[[ Supplied material open ]]

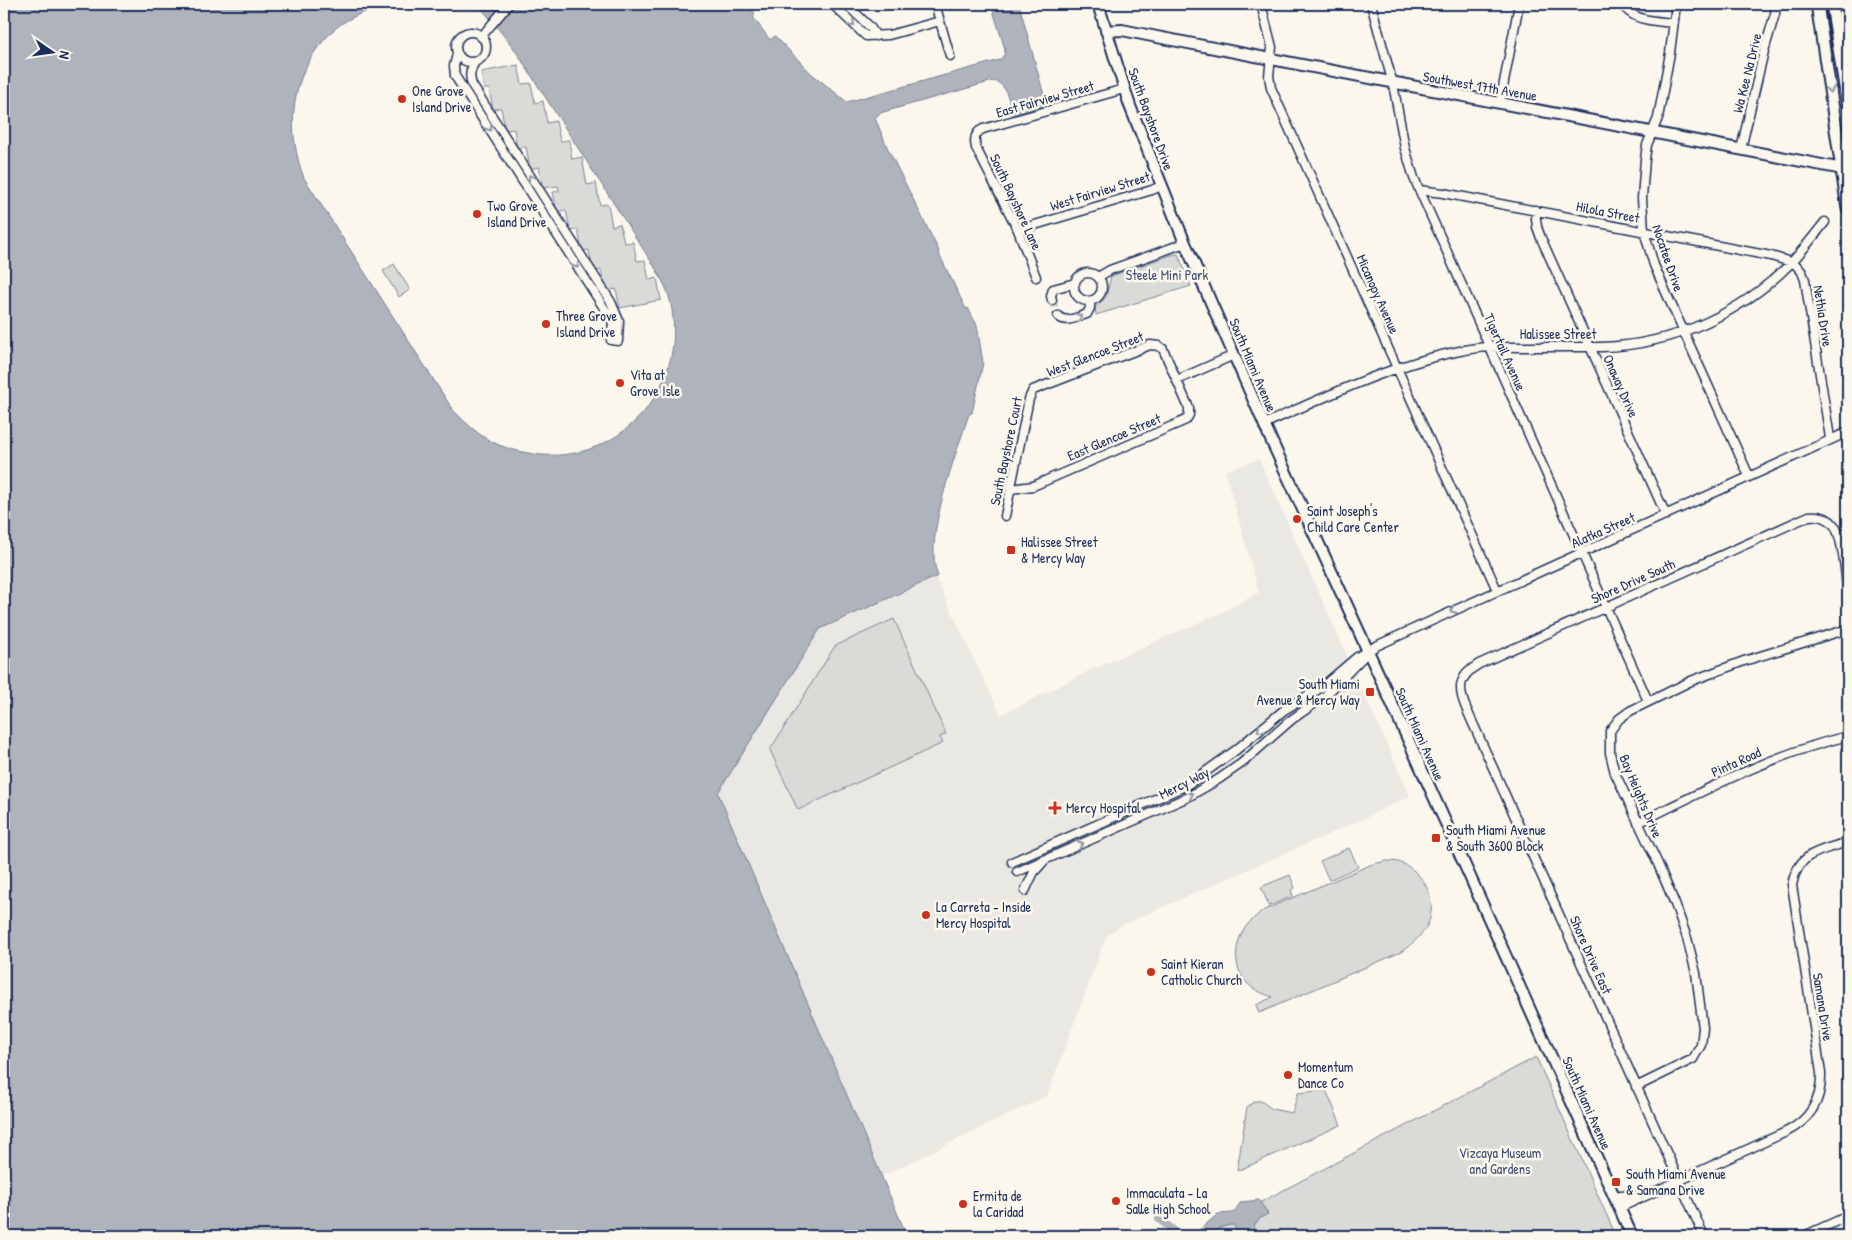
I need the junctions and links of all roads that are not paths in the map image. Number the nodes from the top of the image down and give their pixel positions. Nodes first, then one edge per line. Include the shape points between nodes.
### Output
1 (509, 4) edge
2 (832, 4) edge
3 (846, 4) edge
4 (936, 4) edge
5 (1098, 4) edge
6 (1261, 4) edge
7 (1371, 4) edge
8 (1519, 4) edge
9 (1623, 4) edge
10 (1676, 4) edge
11 (1776, 4) edge
12 (1817, 4) edge
13 (1832, 4) edge
14 (940, 21) junction
15 (1673, 24) junction
16 (1106, 31) junction
17 (481, 36) junction
18 (876, 36) junction
19 (457, 54) junction
20 (950, 56) dead end
21 (1271, 59) junction
22 (475, 62) junction
23 (1393, 84) junction
24 (1124, 89) junction
25 (1500, 103) junction
26 (1848, 106) edge
27 (1652, 132) junction
28 (975, 136) joint
29 (1741, 149) junction
30 (1845, 169) edge
31 (1161, 186) junction
32 (1419, 190) junction
33 (1848, 209) edge
34 (1535, 210) junction
35 (1825, 222) dead end
36 (1018, 230) junction
37 (1644, 231) junction
38 (1185, 243) junction
39 (1792, 262) junction
40 (1036, 277) dead end
41 (1098, 277) junction
42 (1076, 283) junction
43 (1052, 300) dead end
44 (1090, 301) junction
45 (1058, 316) dead end
46 (1684, 332) junction
47 (1590, 347) junction
48 (1490, 348) junction
49 (1234, 355) junction
50 (1398, 368) junction
51 (1177, 380) junction
52 (1032, 392) joint
53 (1264, 424) junction
54 (1848, 432) edge
55 (1830, 438) junction
56 (1750, 476) junction
57 (1011, 489) junction
58 (1666, 515) junction
59 (1005, 516) dead end
60 (1582, 552) junction
61 (1497, 590) junction
62 (1848, 595) edge
63 (1607, 607) junction
64 (1848, 628) edge
65 (1368, 651) junction
66 (1462, 682) joint
67 (1648, 701) junction
68 (1284, 710) junction
69 (1294, 718) junction
70 (1848, 736) edge
71 (1236, 750) junction
72 (1239, 764) junction
73 (1124, 812) junction
74 (1129, 822) junction
75 (1638, 823) junction
76 (1848, 842) edge
77 (1048, 846) junction
78 (1050, 857) junction
79 (1012, 862) dead end
80 (1017, 872) dead end
81 (1025, 891) dead end
82 (1636, 1087) junction
83 (1679, 1181) junction
84 (1614, 1196) junction
85 (1639, 1198) junction
86 (1619, 1208) junction
87 (1848, 1216) edge
88 (1632, 1236) edge
89 (1704, 1236) edge
90 (1804, 1236) edge

1 - 17 street
2 -> 18 street via 866,36
3 - 18 street
4 - 14 street
5 - 16 main road, South Bayshore Drive
6 - 21 street, Micanopy Avenue via 1272,47
7 - 23 street, Tigertail Avenue
8 - 25 street
9 - 15 street via 1634,15
10 - 15 street, Nocatee Drive
11 - 29 street, Wa Kee Na Drive
12 -> 30 highway
13 - 26 highway
14 - 18 street
14 - 20 street
15 - 27 street, Nocatee Drive via 1658,118
16 - 21 main road, Southwest 17th Avenue via 1122,30
16 - 24 main road, South Bayshore Drive
17 - 19 street via 468,32 460,37 456,45
17 - 22 street via 486,51
19 - 22 street via 465,62
19 -> 22 street via 455,76 613,322 611,340 618,342 619,321 611,302 472,85 471,68
21 - 23 main road, Southwest 17th Avenue
21 - 50 street, Micanopy Avenue via 1269,80 1272,92
23 - 25 main road, Southwest 17th Avenue
23 - 32 street, Tigertail Avenue via 1405,148
24 - 28 street, East Fairview Street via 983,130
24 - 31 main road, South Bayshore Drive
25 - 27 main road, Southwest 17th Avenue
27 - 29 main road, Southwest 17th Avenue
27 - 37 street, Nocatee Drive via 1645,159
28 - 36 street, South Bayshore Lane via 976,148
29 - 30 main road, Southwest 17th Avenue
30 - 33 highway
31 - 36 street, West Fairview Street
31 - 38 main road, South Bayshore Drive
32 - 34 street, Hilola Street
32 - 48 street, Tigertail Avenue
34 - 37 street, Hilola Street
34 - 47 street, Onaway Drive via 1539,232
35 - 39 street, Halissee Street
36 - 40 street, South Bayshore Lane
37 - 39 street, Hilola Street
37 - 46 street, Nocatee Drive via 1654,265
38 - 41 street
38 - 49 main road, South Miami Avenue
39 - 46 street, Halissee Street via 1743,301
39 - 55 street, Nethia Drive via 1805,280
41 - 42 street via 1087,273
41 - 44 street via 1102,290
42 - 43 street via 1053,289
42 - 44 street via 1078,296
45 -> 44 street via 1067,320 1087,314
46 - 47 street, Halissee Street via 1652,341
46 - 56 street, Nocatee Drive
47 - 48 street, Halissee Street
47 - 58 street, Onaway Drive
48 - 50 street, Halissee Street via 1450,354
48 - 60 street, Tigertail Avenue
49 - 51 street
49 - 53 main road, South Miami Avenue
50 - 53 street, Halissee Street
50 - 61 street, Micanopy Avenue
51 - 52 street, West Glencoe Street via 1164,352 1158,346 1150,345
51 - 57 street, East Glencoe Street via 1189,408 1186,420 1033,486
52 - 57 street, South Bayshore Court
53 - 65 main road, South Miami Avenue
54 - 55 street, Alatka Street
55 - 56 street, Alatka Street
56 - 58 street, Alatka Street
57 - 59 street, South Bayshore Court
58 - 60 street, Alatka Street
60 - 61 street, Alatka Street
60 - 63 street, Tigertail Avenue
61 -> 65 street, Alatka Street
62 - 63 street, Shore Drive South via 1837,531 1831,522 1813,515
63 - 66 street, Shore Drive South via 1479,664 1467,673
63 - 67 street, Tigertail Avenue
64 - 67 street, Bay Heights Drive via 1744,661
65 - 68 street, Mercy Way via 1322,687
65 - 69 street, Mercy Way via 1332,690
65 - 84 main road, South Miami Avenue
66 - 82 street, Shore Drive East via 1463,702
67 - 75 street, Bay Heights Drive via 1618,719 1609,737 1615,773
68 - 69 street
68 -> 71 street, Mercy Way
69 - 72 street, Mercy Way
70 - 75 street, Pinta Road via 1809,746 1744,770
71 - 72 street
71 - 73 street, Mercy Way via 1187,785
74 -> 72 street, Mercy Way via 1188,797
73 - 74 street
73 - 77 street, Mercy Way
78 -> 74 street, Mercy Way
75 - 82 street, Bay Heights Drive via 1682,922 1696,973 1703,1028 1701,1046 1693,1059
76 - 83 street, Samana Drive via 1803,860 1792,885 1821,1073 1815,1106 1807,1118 1793,1128
77 - 78 street
77 - 79 street, Mercy Way
78 - 80 street, Mercy Way
78 - 81 street via 1034,872
82 - 83 street, Shore Drive East
83 - 85 street, Samana Drive
83 - 89 street, Shore Drive East
84 - 85 main road
84 - 86 main road, South Miami Avenue
85 - 86 street, Samana Drive
86 - 88 main road, South Miami Avenue
87 - 90 street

[[ Supplied material closed ]]

Required work = Output each line above exactly. Skip the images.

Output =
I need the junctions and links of all roads that are not paths in the map image. Number the nodes from the top of the image down and give their pixel positions. Nodes first, then one edge per line. Include the shape points between nodes.
### Output
1 (509, 4) edge
2 (832, 4) edge
3 (846, 4) edge
4 (936, 4) edge
5 (1098, 4) edge
6 (1261, 4) edge
7 (1371, 4) edge
8 (1519, 4) edge
9 (1623, 4) edge
10 (1676, 4) edge
11 (1776, 4) edge
12 (1817, 4) edge
13 (1832, 4) edge
14 (940, 21) junction
15 (1673, 24) junction
16 (1106, 31) junction
17 (481, 36) junction
18 (876, 36) junction
19 (457, 54) junction
20 (950, 56) dead end
21 (1271, 59) junction
22 (475, 62) junction
23 (1393, 84) junction
24 (1124, 89) junction
25 (1500, 103) junction
26 (1848, 106) edge
27 (1652, 132) junction
28 (975, 136) joint
29 (1741, 149) junction
30 (1845, 169) edge
31 (1161, 186) junction
32 (1419, 190) junction
33 (1848, 209) edge
34 (1535, 210) junction
35 (1825, 222) dead end
36 (1018, 230) junction
37 (1644, 231) junction
38 (1185, 243) junction
39 (1792, 262) junction
40 (1036, 277) dead end
41 (1098, 277) junction
42 (1076, 283) junction
43 (1052, 300) dead end
44 (1090, 301) junction
45 (1058, 316) dead end
46 (1684, 332) junction
47 (1590, 347) junction
48 (1490, 348) junction
49 (1234, 355) junction
50 (1398, 368) junction
51 (1177, 380) junction
52 (1032, 392) joint
53 (1264, 424) junction
54 (1848, 432) edge
55 (1830, 438) junction
56 (1750, 476) junction
57 (1011, 489) junction
58 (1666, 515) junction
59 (1005, 516) dead end
60 (1582, 552) junction
61 (1497, 590) junction
62 (1848, 595) edge
63 (1607, 607) junction
64 (1848, 628) edge
65 (1368, 651) junction
66 (1462, 682) joint
67 (1648, 701) junction
68 (1284, 710) junction
69 (1294, 718) junction
70 (1848, 736) edge
71 (1236, 750) junction
72 (1239, 764) junction
73 (1124, 812) junction
74 (1129, 822) junction
75 (1638, 823) junction
76 (1848, 842) edge
77 (1048, 846) junction
78 (1050, 857) junction
79 (1012, 862) dead end
80 (1017, 872) dead end
81 (1025, 891) dead end
82 (1636, 1087) junction
83 (1679, 1181) junction
84 (1614, 1196) junction
85 (1639, 1198) junction
86 (1619, 1208) junction
87 (1848, 1216) edge
88 (1632, 1236) edge
89 (1704, 1236) edge
90 (1804, 1236) edge

1 - 17 street
2 -> 18 street via 866,36
3 - 18 street
4 - 14 street
5 - 16 main road, South Bayshore Drive
6 - 21 street, Micanopy Avenue via 1272,47
7 - 23 street, Tigertail Avenue
8 - 25 street
9 - 15 street via 1634,15
10 - 15 street, Nocatee Drive
11 - 29 street, Wa Kee Na Drive
12 -> 30 highway
13 - 26 highway
14 - 18 street
14 - 20 street
15 - 27 street, Nocatee Drive via 1658,118
16 - 21 main road, Southwest 17th Avenue via 1122,30
16 - 24 main road, South Bayshore Drive
17 - 19 street via 468,32 460,37 456,45
17 - 22 street via 486,51
19 - 22 street via 465,62
19 -> 22 street via 455,76 613,322 611,340 618,342 619,321 611,302 472,85 471,68
21 - 23 main road, Southwest 17th Avenue
21 - 50 street, Micanopy Avenue via 1269,80 1272,92
23 - 25 main road, Southwest 17th Avenue
23 - 32 street, Tigertail Avenue via 1405,148
24 - 28 street, East Fairview Street via 983,130
24 - 31 main road, South Bayshore Drive
25 - 27 main road, Southwest 17th Avenue
27 - 29 main road, Southwest 17th Avenue
27 - 37 street, Nocatee Drive via 1645,159
28 - 36 street, South Bayshore Lane via 976,148
29 - 30 main road, Southwest 17th Avenue
30 - 33 highway
31 - 36 street, West Fairview Street
31 - 38 main road, South Bayshore Drive
32 - 34 street, Hilola Street
32 - 48 street, Tigertail Avenue
34 - 37 street, Hilola Street
34 - 47 street, Onaway Drive via 1539,232
35 - 39 street, Halissee Street
36 - 40 street, South Bayshore Lane
37 - 39 street, Hilola Street
37 - 46 street, Nocatee Drive via 1654,265
38 - 41 street
38 - 49 main road, South Miami Avenue
39 - 46 street, Halissee Street via 1743,301
39 - 55 street, Nethia Drive via 1805,280
41 - 42 street via 1087,273
41 - 44 street via 1102,290
42 - 43 street via 1053,289
42 - 44 street via 1078,296
45 -> 44 street via 1067,320 1087,314
46 - 47 street, Halissee Street via 1652,341
46 - 56 street, Nocatee Drive
47 - 48 street, Halissee Street
47 - 58 street, Onaway Drive
48 - 50 street, Halissee Street via 1450,354
48 - 60 street, Tigertail Avenue
49 - 51 street
49 - 53 main road, South Miami Avenue
50 - 53 street, Halissee Street
50 - 61 street, Micanopy Avenue
51 - 52 street, West Glencoe Street via 1164,352 1158,346 1150,345
51 - 57 street, East Glencoe Street via 1189,408 1186,420 1033,486
52 - 57 street, South Bayshore Court
53 - 65 main road, South Miami Avenue
54 - 55 street, Alatka Street
55 - 56 street, Alatka Street
56 - 58 street, Alatka Street
57 - 59 street, South Bayshore Court
58 - 60 street, Alatka Street
60 - 61 street, Alatka Street
60 - 63 street, Tigertail Avenue
61 -> 65 street, Alatka Street
62 - 63 street, Shore Drive South via 1837,531 1831,522 1813,515
63 - 66 street, Shore Drive South via 1479,664 1467,673
63 - 67 street, Tigertail Avenue
64 - 67 street, Bay Heights Drive via 1744,661
65 - 68 street, Mercy Way via 1322,687
65 - 69 street, Mercy Way via 1332,690
65 - 84 main road, South Miami Avenue
66 - 82 street, Shore Drive East via 1463,702
67 - 75 street, Bay Heights Drive via 1618,719 1609,737 1615,773
68 - 69 street
68 -> 71 street, Mercy Way
69 - 72 street, Mercy Way
70 - 75 street, Pinta Road via 1809,746 1744,770
71 - 72 street
71 - 73 street, Mercy Way via 1187,785
74 -> 72 street, Mercy Way via 1188,797
73 - 74 street
73 - 77 street, Mercy Way
78 -> 74 street, Mercy Way
75 - 82 street, Bay Heights Drive via 1682,922 1696,973 1703,1028 1701,1046 1693,1059
76 - 83 street, Samana Drive via 1803,860 1792,885 1821,1073 1815,1106 1807,1118 1793,1128
77 - 78 street
77 - 79 street, Mercy Way
78 - 80 street, Mercy Way
78 - 81 street via 1034,872
82 - 83 street, Shore Drive East
83 - 85 street, Samana Drive
83 - 89 street, Shore Drive East
84 - 85 main road
84 - 86 main road, South Miami Avenue
85 - 86 street, Samana Drive
86 - 88 main road, South Miami Avenue
87 - 90 street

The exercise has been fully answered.